Don’t forget that curious people (and inconsiderate motor boaters) will relieve you of your anchor bouy (etc.) if you wait too long to return. I had a stern anchor out and marked it and had to call out to people in a kayak who’d gone out thinking “Look, a free buoy! What’s it tied to?”. You may also get to meet someone who has magically attached to your newly available mooring, without your permission.
More fun at anchor:
Boats can drag into you and their chains can foul yours. This happened to me during a storm and the offending sloop had lost holding upwind of me. I woke (around midnight) to a horrible grinding sound and when I looked out the window it was like a freight train slowly leaving the station, backwards. I was able to get up on deck, in the rain and run back in time to get the dinghy out of the collision zone, barely in the nick of time.
It was if the dragging boat was angry for not having done more damage, and wanted to snatch the tender away too, as a souvenir. Because she had crossed her chain over mine, the dragster stopped just aft, surging and falling back, trying to crush the dink as I untied it between surges and moved it to the other side.
The owner was afraid to get out on deck but eventually emerged and came forward. However, his windlass was helm operated (and also unable to deal with the loads now created by the tangled chains) so after his brief cameo he disappeared again.
Then he decided to let out more chain. I moved my now running ship as far off as possible but we were still connected. Another adjacent boat was also damaged in the melee. A whole day went by after the sun came up and things settled down. Then I rowed over and asked him if he needed help because he stayed hiding inside his boat. With some polite communication we were able to undo everything in a few hours, and then he just motored away.
Don’t do that. People took his picture, as they will these days, and he was liable for damages to my ship. For some reason I let it go but normally there can be an accident report and consequences. Also: be a nice person and responsible one too. See if everyone is okay. Be concerned. Settle up for damages and exchange information as necessary. There are laws about this kind of thing. But don’t be a jerk.
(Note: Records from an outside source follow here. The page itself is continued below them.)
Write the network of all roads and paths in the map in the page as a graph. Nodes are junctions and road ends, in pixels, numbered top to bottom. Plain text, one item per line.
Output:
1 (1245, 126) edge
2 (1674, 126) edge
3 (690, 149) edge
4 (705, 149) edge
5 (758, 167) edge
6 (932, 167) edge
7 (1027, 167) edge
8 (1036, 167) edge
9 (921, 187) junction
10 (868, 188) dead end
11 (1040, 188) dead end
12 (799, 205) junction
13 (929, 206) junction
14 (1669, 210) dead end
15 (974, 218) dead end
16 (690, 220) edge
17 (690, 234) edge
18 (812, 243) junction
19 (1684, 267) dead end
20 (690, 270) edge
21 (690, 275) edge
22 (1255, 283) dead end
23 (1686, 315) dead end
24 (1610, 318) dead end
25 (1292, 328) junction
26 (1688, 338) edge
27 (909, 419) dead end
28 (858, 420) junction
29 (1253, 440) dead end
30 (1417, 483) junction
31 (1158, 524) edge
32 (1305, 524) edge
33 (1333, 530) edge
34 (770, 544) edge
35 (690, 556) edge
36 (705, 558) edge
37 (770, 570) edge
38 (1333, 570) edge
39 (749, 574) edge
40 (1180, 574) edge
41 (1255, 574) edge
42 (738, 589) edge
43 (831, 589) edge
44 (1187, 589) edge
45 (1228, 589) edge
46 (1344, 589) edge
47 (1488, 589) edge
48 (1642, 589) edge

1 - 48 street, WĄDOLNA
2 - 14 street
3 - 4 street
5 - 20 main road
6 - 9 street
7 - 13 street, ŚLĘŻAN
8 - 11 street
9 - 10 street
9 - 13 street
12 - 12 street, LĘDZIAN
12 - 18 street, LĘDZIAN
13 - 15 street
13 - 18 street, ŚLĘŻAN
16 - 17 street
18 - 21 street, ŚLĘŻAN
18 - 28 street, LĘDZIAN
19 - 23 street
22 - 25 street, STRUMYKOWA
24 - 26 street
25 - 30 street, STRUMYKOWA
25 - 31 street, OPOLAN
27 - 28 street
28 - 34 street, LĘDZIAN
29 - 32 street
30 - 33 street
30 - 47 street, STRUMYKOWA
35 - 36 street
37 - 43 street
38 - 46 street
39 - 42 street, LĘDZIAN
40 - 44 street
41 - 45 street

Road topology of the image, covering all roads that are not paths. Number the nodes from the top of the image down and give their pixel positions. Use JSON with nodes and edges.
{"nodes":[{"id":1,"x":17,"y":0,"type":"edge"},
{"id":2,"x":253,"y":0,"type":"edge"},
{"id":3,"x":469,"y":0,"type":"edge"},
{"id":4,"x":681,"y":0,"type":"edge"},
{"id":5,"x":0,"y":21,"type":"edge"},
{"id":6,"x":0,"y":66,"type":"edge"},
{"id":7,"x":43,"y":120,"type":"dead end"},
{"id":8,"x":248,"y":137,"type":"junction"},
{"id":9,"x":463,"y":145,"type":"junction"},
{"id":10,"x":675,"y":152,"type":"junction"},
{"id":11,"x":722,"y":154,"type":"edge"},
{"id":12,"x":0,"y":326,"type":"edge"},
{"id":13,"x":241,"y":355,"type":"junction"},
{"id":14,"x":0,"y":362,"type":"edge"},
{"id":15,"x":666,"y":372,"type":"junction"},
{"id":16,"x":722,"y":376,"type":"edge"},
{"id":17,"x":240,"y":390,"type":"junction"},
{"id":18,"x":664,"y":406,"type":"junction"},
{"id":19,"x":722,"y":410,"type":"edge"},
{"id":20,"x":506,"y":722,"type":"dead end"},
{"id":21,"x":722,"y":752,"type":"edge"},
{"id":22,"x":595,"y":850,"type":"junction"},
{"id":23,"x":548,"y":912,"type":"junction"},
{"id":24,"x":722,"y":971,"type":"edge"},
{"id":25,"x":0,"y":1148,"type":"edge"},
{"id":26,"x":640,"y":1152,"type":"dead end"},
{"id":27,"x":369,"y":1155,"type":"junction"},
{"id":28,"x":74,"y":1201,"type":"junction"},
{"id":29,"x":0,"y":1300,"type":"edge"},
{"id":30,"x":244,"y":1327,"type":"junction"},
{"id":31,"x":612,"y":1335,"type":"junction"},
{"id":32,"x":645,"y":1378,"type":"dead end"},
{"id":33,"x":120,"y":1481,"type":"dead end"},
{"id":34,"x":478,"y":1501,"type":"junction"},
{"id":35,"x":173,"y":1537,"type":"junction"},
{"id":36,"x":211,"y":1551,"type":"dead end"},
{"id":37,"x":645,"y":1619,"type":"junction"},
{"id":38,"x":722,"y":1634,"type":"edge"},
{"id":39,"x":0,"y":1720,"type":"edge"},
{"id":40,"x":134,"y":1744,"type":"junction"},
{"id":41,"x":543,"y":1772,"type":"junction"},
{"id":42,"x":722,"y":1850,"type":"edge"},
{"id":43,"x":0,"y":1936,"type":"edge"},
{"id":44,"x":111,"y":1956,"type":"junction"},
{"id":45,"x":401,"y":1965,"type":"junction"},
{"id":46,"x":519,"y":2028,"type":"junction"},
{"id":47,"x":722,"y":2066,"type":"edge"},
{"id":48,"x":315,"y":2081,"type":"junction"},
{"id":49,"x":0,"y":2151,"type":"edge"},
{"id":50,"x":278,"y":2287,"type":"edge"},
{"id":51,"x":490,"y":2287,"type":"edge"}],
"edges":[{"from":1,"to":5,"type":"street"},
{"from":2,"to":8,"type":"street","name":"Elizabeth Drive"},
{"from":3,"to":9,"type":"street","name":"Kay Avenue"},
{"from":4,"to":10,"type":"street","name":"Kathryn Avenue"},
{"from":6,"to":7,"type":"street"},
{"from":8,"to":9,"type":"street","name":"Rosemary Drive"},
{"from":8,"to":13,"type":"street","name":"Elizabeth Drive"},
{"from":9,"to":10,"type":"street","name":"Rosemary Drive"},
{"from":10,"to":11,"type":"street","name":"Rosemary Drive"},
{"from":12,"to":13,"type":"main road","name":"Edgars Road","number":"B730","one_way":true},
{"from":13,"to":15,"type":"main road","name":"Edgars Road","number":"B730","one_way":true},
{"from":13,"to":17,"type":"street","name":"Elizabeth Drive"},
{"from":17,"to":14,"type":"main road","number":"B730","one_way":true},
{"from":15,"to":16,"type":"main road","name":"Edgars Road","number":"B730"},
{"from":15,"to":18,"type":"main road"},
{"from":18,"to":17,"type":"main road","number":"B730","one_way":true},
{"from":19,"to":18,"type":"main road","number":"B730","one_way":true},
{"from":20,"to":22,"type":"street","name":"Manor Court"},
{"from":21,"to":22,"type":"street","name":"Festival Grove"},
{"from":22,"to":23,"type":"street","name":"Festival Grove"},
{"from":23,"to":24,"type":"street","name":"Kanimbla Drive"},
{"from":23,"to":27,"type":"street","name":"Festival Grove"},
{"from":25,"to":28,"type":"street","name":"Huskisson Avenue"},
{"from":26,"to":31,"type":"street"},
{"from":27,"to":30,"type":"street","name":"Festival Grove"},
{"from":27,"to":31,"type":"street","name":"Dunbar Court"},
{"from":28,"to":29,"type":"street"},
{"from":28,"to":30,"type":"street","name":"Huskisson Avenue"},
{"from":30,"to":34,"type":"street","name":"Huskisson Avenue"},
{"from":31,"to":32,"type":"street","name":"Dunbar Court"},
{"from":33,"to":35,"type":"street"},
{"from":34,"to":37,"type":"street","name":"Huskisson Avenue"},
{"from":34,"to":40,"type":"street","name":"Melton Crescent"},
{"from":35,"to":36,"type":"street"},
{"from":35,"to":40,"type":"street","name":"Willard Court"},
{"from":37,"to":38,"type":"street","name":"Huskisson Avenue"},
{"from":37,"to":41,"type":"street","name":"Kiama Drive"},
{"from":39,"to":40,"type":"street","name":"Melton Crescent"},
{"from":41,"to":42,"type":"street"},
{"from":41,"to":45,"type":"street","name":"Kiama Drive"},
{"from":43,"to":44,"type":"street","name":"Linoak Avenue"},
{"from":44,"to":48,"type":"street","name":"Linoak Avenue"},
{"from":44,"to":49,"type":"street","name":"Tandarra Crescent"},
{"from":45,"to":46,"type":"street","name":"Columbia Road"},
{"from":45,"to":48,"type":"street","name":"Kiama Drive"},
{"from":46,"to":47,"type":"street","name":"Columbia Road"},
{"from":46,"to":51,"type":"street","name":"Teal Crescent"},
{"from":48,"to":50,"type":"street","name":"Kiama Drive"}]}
If possible, you can also motor out of the way of a dragging vessel without pulling up your chain. When you notice (by paying attention) things going awry, start your engine and get ready. Just give it the beans and turn the helm over hard to one side and get out of the way! But you have to start the engine when it’s obvious that some boat is coming down on you and no one is doing anything about it. If it doesn’t foul on your chain and just goes by then decide if you want to stay or go. This happened to me once with two boats, one after the other! After dodging them, I’d had enough and left the area. Know when to hold ‘em, know when to fold ‘em.
These events have reflected issues related to other boaters. Please be kind and a responsible boater! Respect, courtesy and caution all come to mind. Have the weather forecast on the radio while you are about to anchor to check the wind directions and let that guide your choice of position and reduce surprises. If things take turns for the worse, be helpful instead of critical and this can actually effect the outcome in a positive way. You can make friends out of frustrating situations too, just as you can lose friends under seemingly ideal circumstances. Remember that accidents can happen during calm, normal conditions.
Daniel Carrigan is a writer, a sailor and boatowner, a singer-songwriter, multi-instrumentalist musician and a music producer. He lives in San Diego.